Top of EXTRACTED RECORDS

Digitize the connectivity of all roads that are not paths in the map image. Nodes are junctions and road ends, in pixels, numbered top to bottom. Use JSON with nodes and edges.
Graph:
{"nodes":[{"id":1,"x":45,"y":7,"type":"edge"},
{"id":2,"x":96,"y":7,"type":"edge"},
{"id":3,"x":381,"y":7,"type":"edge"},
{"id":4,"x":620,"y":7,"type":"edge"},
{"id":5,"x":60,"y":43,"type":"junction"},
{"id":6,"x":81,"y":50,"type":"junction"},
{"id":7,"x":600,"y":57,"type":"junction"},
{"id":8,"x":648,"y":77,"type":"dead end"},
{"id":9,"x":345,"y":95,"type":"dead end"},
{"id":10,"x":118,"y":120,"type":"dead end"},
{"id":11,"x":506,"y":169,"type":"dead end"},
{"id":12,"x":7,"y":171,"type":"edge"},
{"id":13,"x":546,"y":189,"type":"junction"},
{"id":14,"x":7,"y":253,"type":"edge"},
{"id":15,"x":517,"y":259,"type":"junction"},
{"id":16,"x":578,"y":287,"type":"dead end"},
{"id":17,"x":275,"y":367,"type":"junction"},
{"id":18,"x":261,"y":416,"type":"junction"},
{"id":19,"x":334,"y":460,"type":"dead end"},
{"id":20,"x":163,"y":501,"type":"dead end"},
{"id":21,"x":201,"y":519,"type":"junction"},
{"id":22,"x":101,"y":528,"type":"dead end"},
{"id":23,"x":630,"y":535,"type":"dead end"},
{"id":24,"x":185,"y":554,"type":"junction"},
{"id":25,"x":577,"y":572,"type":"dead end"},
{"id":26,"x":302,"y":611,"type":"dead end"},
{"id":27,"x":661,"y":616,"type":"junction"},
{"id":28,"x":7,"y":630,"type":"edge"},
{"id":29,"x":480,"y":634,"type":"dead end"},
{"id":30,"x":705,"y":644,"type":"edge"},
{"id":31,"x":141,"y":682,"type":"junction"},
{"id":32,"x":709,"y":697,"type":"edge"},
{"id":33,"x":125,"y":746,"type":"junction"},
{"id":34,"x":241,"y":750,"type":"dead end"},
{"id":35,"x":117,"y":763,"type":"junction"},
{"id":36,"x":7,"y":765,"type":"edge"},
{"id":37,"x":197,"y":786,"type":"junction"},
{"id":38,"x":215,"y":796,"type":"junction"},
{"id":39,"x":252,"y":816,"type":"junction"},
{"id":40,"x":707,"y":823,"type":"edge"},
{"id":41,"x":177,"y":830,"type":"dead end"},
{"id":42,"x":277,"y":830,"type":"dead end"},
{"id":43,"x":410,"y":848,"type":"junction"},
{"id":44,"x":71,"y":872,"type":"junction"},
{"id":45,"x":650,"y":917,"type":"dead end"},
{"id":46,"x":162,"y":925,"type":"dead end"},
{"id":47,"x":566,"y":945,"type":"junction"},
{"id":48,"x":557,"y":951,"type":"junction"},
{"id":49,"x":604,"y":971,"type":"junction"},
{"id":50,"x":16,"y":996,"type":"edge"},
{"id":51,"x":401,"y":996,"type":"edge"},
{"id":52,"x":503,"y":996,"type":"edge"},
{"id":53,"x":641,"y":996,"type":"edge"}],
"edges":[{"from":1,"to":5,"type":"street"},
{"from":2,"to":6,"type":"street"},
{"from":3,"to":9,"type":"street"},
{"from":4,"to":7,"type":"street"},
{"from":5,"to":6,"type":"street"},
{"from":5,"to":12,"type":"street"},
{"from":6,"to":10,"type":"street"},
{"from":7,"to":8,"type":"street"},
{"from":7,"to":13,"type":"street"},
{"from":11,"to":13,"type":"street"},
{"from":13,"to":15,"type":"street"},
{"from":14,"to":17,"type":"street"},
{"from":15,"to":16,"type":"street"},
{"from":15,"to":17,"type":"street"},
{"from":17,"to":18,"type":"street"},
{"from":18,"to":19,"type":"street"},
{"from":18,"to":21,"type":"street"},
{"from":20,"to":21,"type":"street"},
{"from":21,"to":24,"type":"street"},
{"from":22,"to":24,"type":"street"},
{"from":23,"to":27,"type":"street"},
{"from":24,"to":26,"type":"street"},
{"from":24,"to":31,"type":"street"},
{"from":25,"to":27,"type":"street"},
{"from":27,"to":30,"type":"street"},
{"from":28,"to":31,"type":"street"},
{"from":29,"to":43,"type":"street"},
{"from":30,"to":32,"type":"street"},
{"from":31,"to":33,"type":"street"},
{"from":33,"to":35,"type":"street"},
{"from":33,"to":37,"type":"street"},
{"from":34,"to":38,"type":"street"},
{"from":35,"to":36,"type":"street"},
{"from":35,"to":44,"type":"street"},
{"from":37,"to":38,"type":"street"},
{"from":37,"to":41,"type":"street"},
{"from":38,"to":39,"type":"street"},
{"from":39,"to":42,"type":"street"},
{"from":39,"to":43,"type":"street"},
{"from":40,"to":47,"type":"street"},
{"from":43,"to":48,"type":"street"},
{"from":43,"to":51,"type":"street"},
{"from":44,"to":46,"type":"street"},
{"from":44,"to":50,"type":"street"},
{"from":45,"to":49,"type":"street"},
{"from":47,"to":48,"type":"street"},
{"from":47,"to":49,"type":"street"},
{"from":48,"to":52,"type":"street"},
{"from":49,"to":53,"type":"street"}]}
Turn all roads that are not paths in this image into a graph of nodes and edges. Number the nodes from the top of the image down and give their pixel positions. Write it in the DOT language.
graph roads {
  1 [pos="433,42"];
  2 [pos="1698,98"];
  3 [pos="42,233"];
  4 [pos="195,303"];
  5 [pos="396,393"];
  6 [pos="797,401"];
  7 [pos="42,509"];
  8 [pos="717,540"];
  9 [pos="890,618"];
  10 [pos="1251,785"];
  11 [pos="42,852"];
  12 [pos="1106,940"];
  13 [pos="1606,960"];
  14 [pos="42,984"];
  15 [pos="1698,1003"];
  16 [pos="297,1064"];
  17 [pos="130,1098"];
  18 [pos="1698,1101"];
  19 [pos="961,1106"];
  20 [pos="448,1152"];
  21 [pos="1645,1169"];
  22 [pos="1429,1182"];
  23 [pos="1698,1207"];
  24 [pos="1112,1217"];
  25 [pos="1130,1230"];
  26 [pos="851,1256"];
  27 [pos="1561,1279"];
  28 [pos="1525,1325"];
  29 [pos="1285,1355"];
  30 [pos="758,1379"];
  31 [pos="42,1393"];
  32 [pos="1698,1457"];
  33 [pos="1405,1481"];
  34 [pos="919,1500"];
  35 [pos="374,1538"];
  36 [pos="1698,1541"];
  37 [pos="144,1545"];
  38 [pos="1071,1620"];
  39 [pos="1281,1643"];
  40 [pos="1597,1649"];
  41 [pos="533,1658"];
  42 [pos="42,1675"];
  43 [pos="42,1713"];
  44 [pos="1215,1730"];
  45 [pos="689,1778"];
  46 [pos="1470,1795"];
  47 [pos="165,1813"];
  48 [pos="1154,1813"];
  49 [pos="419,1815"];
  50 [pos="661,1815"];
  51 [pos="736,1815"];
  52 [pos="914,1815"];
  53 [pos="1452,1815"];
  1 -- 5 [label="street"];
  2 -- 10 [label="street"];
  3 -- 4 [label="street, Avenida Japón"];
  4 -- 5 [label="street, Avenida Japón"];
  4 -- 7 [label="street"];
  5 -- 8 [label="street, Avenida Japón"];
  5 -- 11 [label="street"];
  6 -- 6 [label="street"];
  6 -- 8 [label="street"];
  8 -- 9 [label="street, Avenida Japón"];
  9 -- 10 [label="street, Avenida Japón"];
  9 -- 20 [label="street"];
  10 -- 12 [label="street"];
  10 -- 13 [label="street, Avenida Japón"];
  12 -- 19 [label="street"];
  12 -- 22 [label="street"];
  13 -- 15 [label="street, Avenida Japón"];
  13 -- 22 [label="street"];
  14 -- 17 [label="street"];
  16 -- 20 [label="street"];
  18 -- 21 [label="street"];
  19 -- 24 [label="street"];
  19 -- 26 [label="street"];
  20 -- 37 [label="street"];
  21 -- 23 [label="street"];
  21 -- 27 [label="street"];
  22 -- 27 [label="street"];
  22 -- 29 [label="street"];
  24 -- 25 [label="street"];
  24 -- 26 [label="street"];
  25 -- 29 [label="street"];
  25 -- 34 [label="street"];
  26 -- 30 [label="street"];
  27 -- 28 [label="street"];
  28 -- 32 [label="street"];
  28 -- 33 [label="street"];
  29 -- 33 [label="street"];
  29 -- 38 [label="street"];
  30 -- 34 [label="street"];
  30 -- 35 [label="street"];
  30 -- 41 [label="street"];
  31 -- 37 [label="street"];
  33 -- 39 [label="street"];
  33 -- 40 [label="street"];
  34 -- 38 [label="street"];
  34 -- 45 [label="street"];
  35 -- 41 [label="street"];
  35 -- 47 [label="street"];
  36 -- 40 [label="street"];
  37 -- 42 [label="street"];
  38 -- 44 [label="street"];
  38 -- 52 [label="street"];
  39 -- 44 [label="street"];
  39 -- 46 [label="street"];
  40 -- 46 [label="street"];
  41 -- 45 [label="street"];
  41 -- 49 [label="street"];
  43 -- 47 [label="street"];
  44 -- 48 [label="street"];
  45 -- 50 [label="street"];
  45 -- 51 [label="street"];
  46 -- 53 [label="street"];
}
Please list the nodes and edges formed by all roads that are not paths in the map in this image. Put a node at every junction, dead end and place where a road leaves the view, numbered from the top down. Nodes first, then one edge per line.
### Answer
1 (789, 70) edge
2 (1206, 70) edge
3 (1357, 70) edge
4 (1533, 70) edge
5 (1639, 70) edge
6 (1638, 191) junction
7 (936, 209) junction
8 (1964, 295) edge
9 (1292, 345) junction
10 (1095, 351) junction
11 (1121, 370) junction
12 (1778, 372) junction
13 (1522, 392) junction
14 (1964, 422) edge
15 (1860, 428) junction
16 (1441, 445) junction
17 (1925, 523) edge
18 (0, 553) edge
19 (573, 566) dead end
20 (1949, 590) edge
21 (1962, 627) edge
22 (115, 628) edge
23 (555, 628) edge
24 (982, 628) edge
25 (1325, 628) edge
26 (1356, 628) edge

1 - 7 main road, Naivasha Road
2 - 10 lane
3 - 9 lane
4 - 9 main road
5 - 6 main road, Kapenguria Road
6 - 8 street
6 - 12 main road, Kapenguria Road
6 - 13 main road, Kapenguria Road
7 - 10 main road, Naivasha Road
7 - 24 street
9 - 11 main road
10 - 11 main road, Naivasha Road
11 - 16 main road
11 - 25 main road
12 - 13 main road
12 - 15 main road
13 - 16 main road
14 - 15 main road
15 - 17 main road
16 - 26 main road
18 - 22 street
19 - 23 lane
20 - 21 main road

Bottom of EXTRACTED RECORDS

* _PROBLEM REQUIREMENTS_
Find the word "Kapenguria" in the listing above. Copy each line where it appears.

* _SOLUTION FOR THIS PROBLEM_
5 - 6 main road, Kapenguria Road
6 - 12 main road, Kapenguria Road
6 - 13 main road, Kapenguria Road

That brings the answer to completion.